PvGal epitope expression assays. A, Q-Sepharose binding assay of S. pombe cells. Negatively charged pvg+ wild-type cells adhere tenaciously to positively charged beads, whereas uncharged pvg mutant cells remain indifferent to them. B, SAP staining assay of fixed cells. SAP staining of wild-type cells is diagnostic for the presence of pyruvylated terminal Gal{beta}1,3-. wt, wild-type positive control; pvg1pvg5, pvg mutant strains; sc, S. cerevisiae negative control.

 
SAP Staining of Fixed Cells—Biotinylation of SAP (Sigma) and purification of the product were performed as described (28), with minor modifications. Briefly, the commercial SAP solution (containing 1 mg of SAP) was added to a pre-equilibrated Centricon YM-10 Mr 10,000 cut-off centrifugal filter (Amicon, Beverly, MA), washed twice by centrifugation with 1-ml additions of TBSC (10 mM Tris-Cl, 140 mM NaCl, 2 mM CaCl2, pH 8.0) to remove EDTA and concentrated to ~500 µl. Next, a fresh 11-mM solution of the BASHSE (Sigma) biotinylation reagent was produced by dissolving 0.3 mg of BASHSE in 50 µl of TBSC. A 0.1-volume aliquot of the BASHSE solution was added to the SAP solution in a microcentrifuge tube, yielding a ~550-µl reaction mixture (~1 mM BASHSE, ~2 mg/ml SAP). The biotinylation reaction was incubated for 18 h at room temperature. The mixture was washed twice by centrifugation in the filter with 1-ml additions of TBSC (with 0.1% NaN3 as a preservative). The biotinylated SAP product, concentrated to ~200 µl (~5.0 mg/ml) and stored at 4 °C, was used without further characterization.

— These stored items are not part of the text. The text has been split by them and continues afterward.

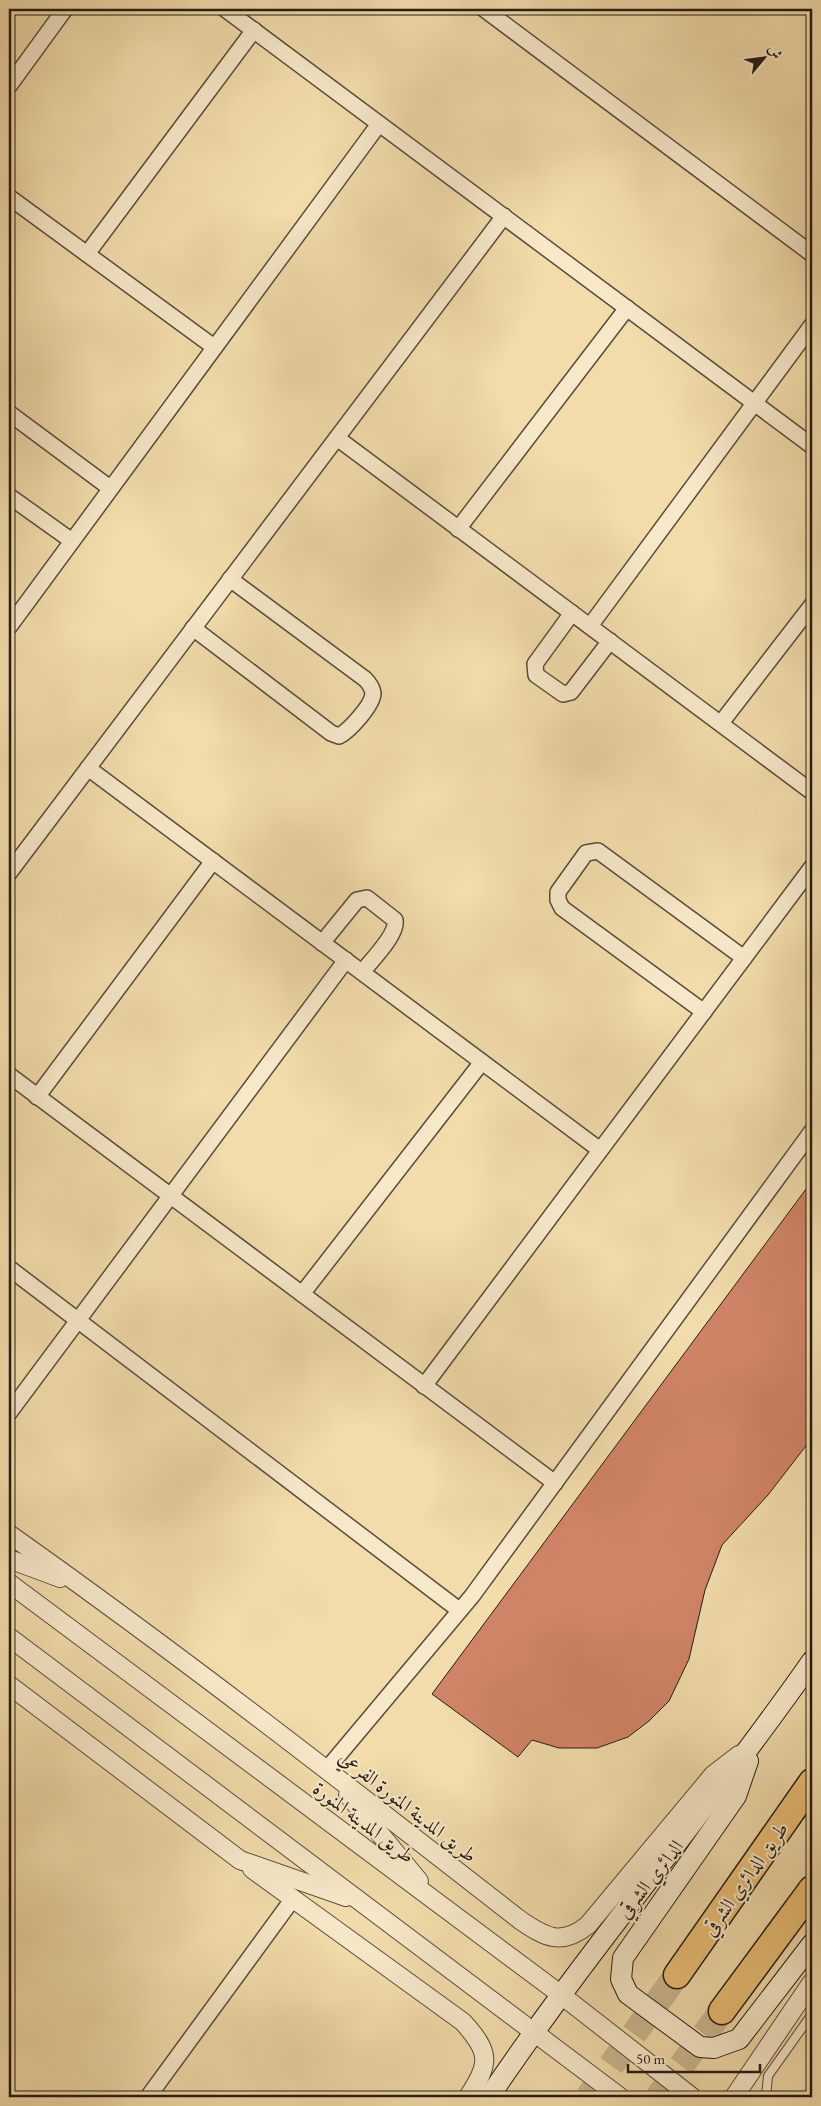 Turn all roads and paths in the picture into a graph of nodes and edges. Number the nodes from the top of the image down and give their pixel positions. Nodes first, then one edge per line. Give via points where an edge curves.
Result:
1 (65, 9) edge
2 (224, 9) edge
3 (484, 9) edge
4 (254, 30) junction
5 (9, 86) edge
6 (379, 124) junction
7 (9, 197) edge
8 (504, 216) junction
9 (87, 254) junction
10 (812, 254) edge
11 (627, 308) junction
12 (812, 325) edge
13 (214, 347) junction
14 (755, 402) junction
15 (9, 413) edge
16 (337, 438) junction
17 (812, 446) edge
18 (110, 488) junction
19 (9, 496) edge
20 (458, 529) junction
21 (72, 541) junction
22 (230, 579) junction
23 (812, 605) edge
24 (572, 613) junction
25 (590, 626) junction
26 (9, 627) edge
27 (193, 628) junction
28 (610, 641) junction
29 (720, 723) junction
30 (88, 768) junction
31 (812, 792) edge
32 (213, 861) junction
33 (812, 867) edge
34 (9, 873) edge
35 (322, 943) junction
36 (744, 958) junction
37 (346, 960) junction
38 (362, 972) junction
39 (704, 1012) junction
40 (482, 1062) junction
41 (9, 1075) edge
42 (37, 1097) junction
43 (812, 1130) edge
44 (600, 1150) junction
45 (171, 1196) junction
46 (9, 1268) edge
47 (302, 1294) junction
48 (78, 1320) junction
49 (424, 1386) junction
50 (9, 1413) edge
51 (555, 1483) junction
52 (9, 1534) edge
53 (9, 1559) edge
54 (9, 1583) edge
55 (84, 1587) junction
56 (459, 1610) junction
57 (9, 1637) edge
58 (812, 1661) edge
59 (9, 1685) edge
60 (754, 1745) junction
61 (327, 1769) junction
62 (812, 1782) edge
63 (240, 1860) junction
64 (812, 1889) edge
65 (292, 1900) junction
66 (362, 1902) junction
67 (437, 1903) junction
68 (812, 1944) edge
69 (677, 1975) tunnel mouth
70 (812, 1982) edge
71 (560, 1994) junction
72 (722, 2011) tunnel mouth
73 (812, 2014) edge
74 (533, 2032) junction
75 (148, 2097) edge
76 (468, 2097) edge
77 (489, 2097) edge
78 (620, 2097) edge
79 (692, 2097) edge
80 (734, 2097) edge
81 (766, 2097) edge

1 - 5 street
2 - 4 street
3 - 10 street
4 - 6 street
4 - 9 street
6 - 8 street
6 - 13 street
7 - 9 street
8 - 11 street
8 - 16 street
9 - 13 street
11 - 14 street
11 - 20 street
12 - 14 street
13 - 18 street
14 - 17 street
14 - 25 street
15 - 18 street
16 - 20 street
16 - 22 street
18 - 21 street
19 - 21 street
20 - 24 street
21 - 26 street
22 - 27 street
22 - 27 street via 372,686 370,702 348,732 339,736 331,733
23 - 29 street
24 - 25 street
24 - 28 street via 535,664 536,675 567,694
25 - 28 street
27 - 30 street
28 - 29 street
29 - 31 street
30 - 32 street
30 - 34 street
32 - 35 street
32 - 42 street
33 - 36 street
35 - 37 street
35 - 38 street via 357,900 367,898 396,925
36 - 39 street
36 - 39 street via 598,851 586,853 558,892 562,908
37 - 38 street
37 - 45 street
38 - 40 street
39 - 44 street
40 - 44 street
40 - 47 street
41 - 42 street
42 - 45 street
43 - 51 street
44 - 49 street
45 - 47 street
45 - 48 street
46 - 48 street
47 - 49 street
48 - 50 street
48 - 56 street
49 - 51 street
51 - 56 street
52 - 55 street, طريق المدينة المنورة الفرعي
53 - 55 street
54 - 67 street, طريق المدينة المنورة
55 - 61 street, طريق المدينة المنورة الفرعي
56 - 61 street
57 - 66 street
58 - 60 main road, الدائري الشرقي
59 - 63 street
60 - 61 street, طريق المدينة المنورة الفرعي via 713,1774 588,1925 574,1936 560,1939 520,1920
60 - 68 main road via 736,1796 623,1958 621,1979 628,1994 700,2047 714,2048 739,2039
60 - 71 main road, الدائري الشرقي
61 - 67 street
62 - 69 highway, طريق الدائري الشرقي
63 - 65 street
63 - 66 street
64 - 72 highway
65 - 75 street
65 - 76 street via 463,2022 483,2049 484,2062 483,2075
66 - 74 street
67 - 71 street, طريق المدينة المنورة
70 - 80 street
71 - 74 main road, الدائري الشرقي
71 - 79 street, طريق المدينة المنورة
73 - 81 lane via 768,2076
74 - 77 main road, الدائري الشرقي
74 - 78 street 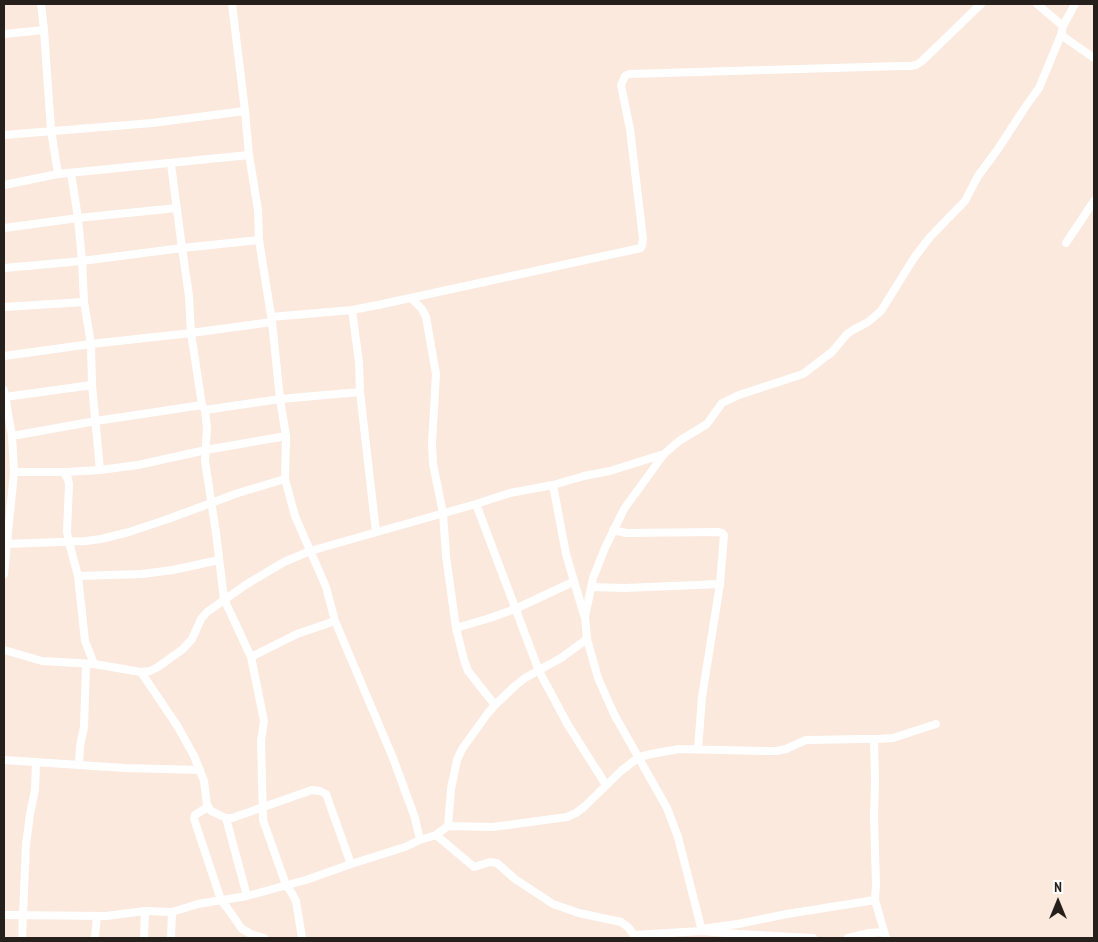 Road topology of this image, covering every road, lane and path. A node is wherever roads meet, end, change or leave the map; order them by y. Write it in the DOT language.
graph roads {
  1 [pos="41,4"];
  2 [pos="232,4"];
  3 [pos="981,4"];
  4 [pos="1037,4"];
  5 [pos="1075,4"];
  6 [pos="1063,26"];
  7 [pos="44,30"];
  8 [pos="4,34"];
  9 [pos="1061,35"];
  10 [pos="1094,58"];
  11 [pos="246,111"];
  12 [pos="51,130"];
  13 [pos="4,135"];
  14 [pos="249,155"];
  15 [pos="171,164"];
  16 [pos="71,173"];
  17 [pos="58,174"];
  18 [pos="4,185"];
  19 [pos="1094,201"];
  20 [pos="177,208"];
  21 [pos="78,218"];
  22 [pos="4,228"];
  23 [pos="259,240"];
  24 [pos="1066,243"];
  25 [pos="182,248"];
  26 [pos="82,261"];
  27 [pos="4,268"];
  28 [pos="411,298"];
  29 [pos="84,302"];
  30 [pos="4,307"];
  31 [pos="352,310"];
  32 [pos="271,319"];
  33 [pos="191,333"];
  34 [pos="91,344"];
  35 [pos="4,356"];
  36 [pos="92,385"];
  37 [pos="360,392"];
  38 [pos="4,393"];
  39 [pos="280,399"];
  40 [pos="204,407"];
  41 [pos="96,421"];
  42 [pos="12,436"];
  43 [pos="286,436"];
  44 [pos="206,450"];
  45 [pos="664,454"];
  46 [pos="4,470"];
  47 [pos="100,470"];
  48 [pos="13,471"];
  49 [pos="64,472"];
  50 [pos="285,479"];
  51 [pos="553,485"];
  52 [pos="211,503"];
  53 [pos="476,504"];
  54 [pos="443,513"];
  55 [pos="614,530"];
  56 [pos="376,532"];
  57 [pos="69,542"];
  58 [pos="6,544"];
  59 [pos="310,551"];
  60 [pos="219,560"];
  61 [pos="4,574"];
  62 [pos="78,576"];
  63 [pos="574,582"];
  64 [pos="720,584"];
  65 [pos="591,587"];
  66 [pos="224,599"];
  67 [pos="515,609"];
  68 [pos="585,616"];
  69 [pos="335,621"];
  70 [pos="456,628"];
  71 [pos="587,639"];
  72 [pos="4,650"];
  73 [pos="251,657"];
  74 [pos="90,664"];
  75 [pos="539,671"];
  76 [pos="141,672"];
  77 [pos="495,705"];
  78 [pos="936,724"];
  79 [pos="874,739"];
  80 [pos="698,750"];
  81 [pos="639,757"];
  82 [pos="4,760"];
  83 [pos="36,762"];
  84 [pos="79,765"];
  85 [pos="200,770"];
  86 [pos="606,785"];
  87 [pos="208,807"];
  88 [pos="263,807"];
  89 [pos="252,811"];
  90 [pos="226,818"];
  91 [pos="263,820"];
  92 [pos="448,826"];
  93 [pos="436,835"];
  94 [pos="420,840"];
  95 [pos="352,864"];
  96 [pos="286,885"];
  97 [pos="247,896"];
  98 [pos="221,900"];
  99 [pos="875,900"];
  100 [pos="145,911"];
  101 [pos="172,912"];
  102 [pos="4,914"];
  103 [pos="23,914"];
  104 [pos="97,916"];
  105 [pos="701,930"];
  106 [pos="885,935"];
  107 [pos="634,937"];
  108 [pos="22,938"];
  109 [pos="95,938"];
  110 [pos="144,938"];
  111 [pos="171,938"];
  112 [pos="264,938"];
  113 [pos="302,938"];
  114 [pos="813,938"];
  115 [pos="848,938"];
  1 -- 7 [label="street"];
  2 -- 11 [label="street"];
  3 -- 28 [label="street"];
  4 -- 6 [label="street"];
  5 -- 6 [label="street"];
  6 -- 9 [label="street"];
  7 -- 8 [label="street"];
  7 -- 12 [label="street"];
  9 -- 10 [label="street"];
  9 -- 45 [label="street"];
  11 -- 12 [label="street"];
  11 -- 14 [label="street"];
  12 -- 13 [label="street"];
  12 -- 17 [label="street"];
  14 -- 15 [label="street"];
  14 -- 23 [label="street"];
  15 -- 16 [label="street"];
  15 -- 20 [label="street"];
  16 -- 17 [label="street"];
  16 -- 21 [label="street"];
  17 -- 18 [label="street"];
  19 -- 24 [label="street"];
  20 -- 21 [label="street"];
  20 -- 25 [label="street"];
  21 -- 22 [label="street"];
  21 -- 26 [label="street"];
  23 -- 25 [label="street"];
  23 -- 32 [label="street"];
  25 -- 26 [label="street"];
  25 -- 33 [label="street"];
  26 -- 27 [label="street"];
  26 -- 29 [label="street"];
  28 -- 31 [label="street"];
  28 -- 54 [label="street"];
  29 -- 30 [label="street"];
  29 -- 34 [label="street"];
  31 -- 32 [label="street"];
  31 -- 37 [label="street"];
  32 -- 33 [label="street"];
  32 -- 39 [label="street"];
  33 -- 34 [label="street"];
  33 -- 40 [label="street"];
  34 -- 35 [label="street"];
  34 -- 36 [label="street"];
  36 -- 38 [label="street"];
  36 -- 41 [label="street"];
  37 -- 39 [label="street"];
  37 -- 56 [label="street"];
  38 -- 42 [label="street"];
  39 -- 40 [label="street"];
  39 -- 43 [label="street"];
  40 -- 41 [label="street"];
  40 -- 44 [label="street"];
  41 -- 42 [label="street"];
  41 -- 47 [label="street"];
  42 -- 48 [label="street"];
  43 -- 44 [label="street"];
  43 -- 50 [label="street"];
  44 -- 47 [label="street"];
  44 -- 52 [label="street"];
  45 -- 51 [label="street"];
  45 -- 55 [label="street"];
  46 -- 48 [label="street"];
  47 -- 49 [label="street"];
  48 -- 49 [label="street"];
  48 -- 58 [label="street"];
  49 -- 57 [label="street"];
  50 -- 52 [label="street"];
  50 -- 59 [label="street"];
  51 -- 53 [label="street"];
  51 -- 63 [label="street"];
  52 -- 57 [label="street"];
  52 -- 60 [label="street"];
  53 -- 54 [label="street"];
  53 -- 67 [label="street"];
  54 -- 56 [label="street"];
  54 -- 70 [label="street"];
  55 -- 64 [label="street"];
  55 -- 65 [label="street"];
  56 -- 59 [label="street"];
  57 -- 58 [label="street"];
  57 -- 62 [label="street"];
  58 -- 61 [label="street"];
  59 -- 66 [label="street"];
  59 -- 69 [label="street"];
  60 -- 62 [label="street"];
  60 -- 66 [label="street"];
  62 -- 74 [label="street"];
  63 -- 67 [label="street"];
  63 -- 68 [label="street"];
  64 -- 65 [label="street"];
  64 -- 80 [label="street"];
  65 -- 68 [label="street"];
  66 -- 73 [label="street"];
  66 -- 76 [label="street"];
  67 -- 70 [label="street"];
  67 -- 75 [label="street"];
  68 -- 71 [label="street"];
  69 -- 73 [label="street"];
  69 -- 94 [label="street"];
  70 -- 77 [label="street"];
  71 -- 75 [label="street"];
  71 -- 81 [label="street"];
  72 -- 74 [label="street"];
  73 -- 88 [label="street"];
  74 -- 76 [label="street"];
  74 -- 84 [label="street"];
  75 -- 77 [label="street"];
  75 -- 86 [label="street"];
  76 -- 85 [label="street"];
  77 -- 92 [label="street"];
  78 -- 79 [label="street"];
  79 -- 80 [label="street"];
  79 -- 99 [label="street"];
  80 -- 81 [label="street"];
  81 -- 86 [label="street"];
  81 -- 105 [label="street"];
  82 -- 83 [label="street"];
  83 -- 84 [label="street"];
  83 -- 103 [label="street"];
  84 -- 85 [label="street"];
  85 -- 87 [label="street"];
  86 -- 92 [label="street"];
  87 -- 90 [label="street"];
  87 -- 98 [label="street"];
  88 -- 89 [label="street"];
  88 -- 91 [label="street"];
  88 -- 95 [label="street"];
  89 -- 90 [label="street"];
  89 -- 91 [label="street"];
  90 -- 97 [label="street"];
  91 -- 96 [label="street"];
  92 -- 93 [label="street"];
  93 -- 94 [label="street"];
  93 -- 107 [label="street"];
  94 -- 95 [label="street"];
  95 -- 96 [label="street"];
  96 -- 97 [label="street"];
  96 -- 113 [label="street"];
  97 -- 98 [label="street"];
  98 -- 101 [label="street"];
  98 -- 112 [label="street"];
  99 -- 105 [label="street"];
  99 -- 106 [label="street"];
  100 -- 101 [label="street"];
  100 -- 104 [label="street"];
  100 -- 110 [label="street"];
  101 -- 111 [label="street"];
  102 -- 103 [label="street"];
  103 -- 104 [label="street"];
  103 -- 108 [label="street"];
  104 -- 109 [label="street"];
  105 -- 107 [label="street"];
  105 -- 114 [label="street"];
  106 -- 115 [label="street"];
}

Colonies chosen for screening were grown overnight in 1-ml YEDS aliquots. Cells were collected by centrifugation, washed twice with TBS (10 mM Tris-Cl, 140 mM NaCl, pH 8.0), and fixed with 400 µl of 10% formalin (i.e. 1:10 dilution of commercial formaldehyde solution in TBS) for 60 min at room temperature. Fixed cells were washed twice with TBSC. For each assay, a 0.2-µl aliquot of the 5 mg/ml biotinylated-SAP solution was diluted with 49.8 µl of TBSC. The cells were resuspended in 50 µl of this solution (containing 1 µg of biotinylated SAP) and incubated at room temperature for 30 min. Cells were then washed twice with TBSC. For each assay, a 0.5-µl aliquot of 100 units/ml alkaline phosphatase-avidin D (Vector Laboratories, Burlingame, CA) was diluted with 49.5 µl of TBSC. The cells were resuspended in 50 µl of this solution (containing 50 milliunits of alkaline phosphatase-avidin D) and incubated at room temperature for 30 min. Cells were washed three times with TBSC, and aliquots of each preparation containing approximately equal numbers of cells were transferred (spotted) onto Whatman 3MM chromatography paper (Whatman, Maidstone, Kent, UK) and air-dried. Color development after the addition of Western Blue alkaline phosphatase substrate (Promega, Madison, WI) indicated SAP binding (Fig. 1B).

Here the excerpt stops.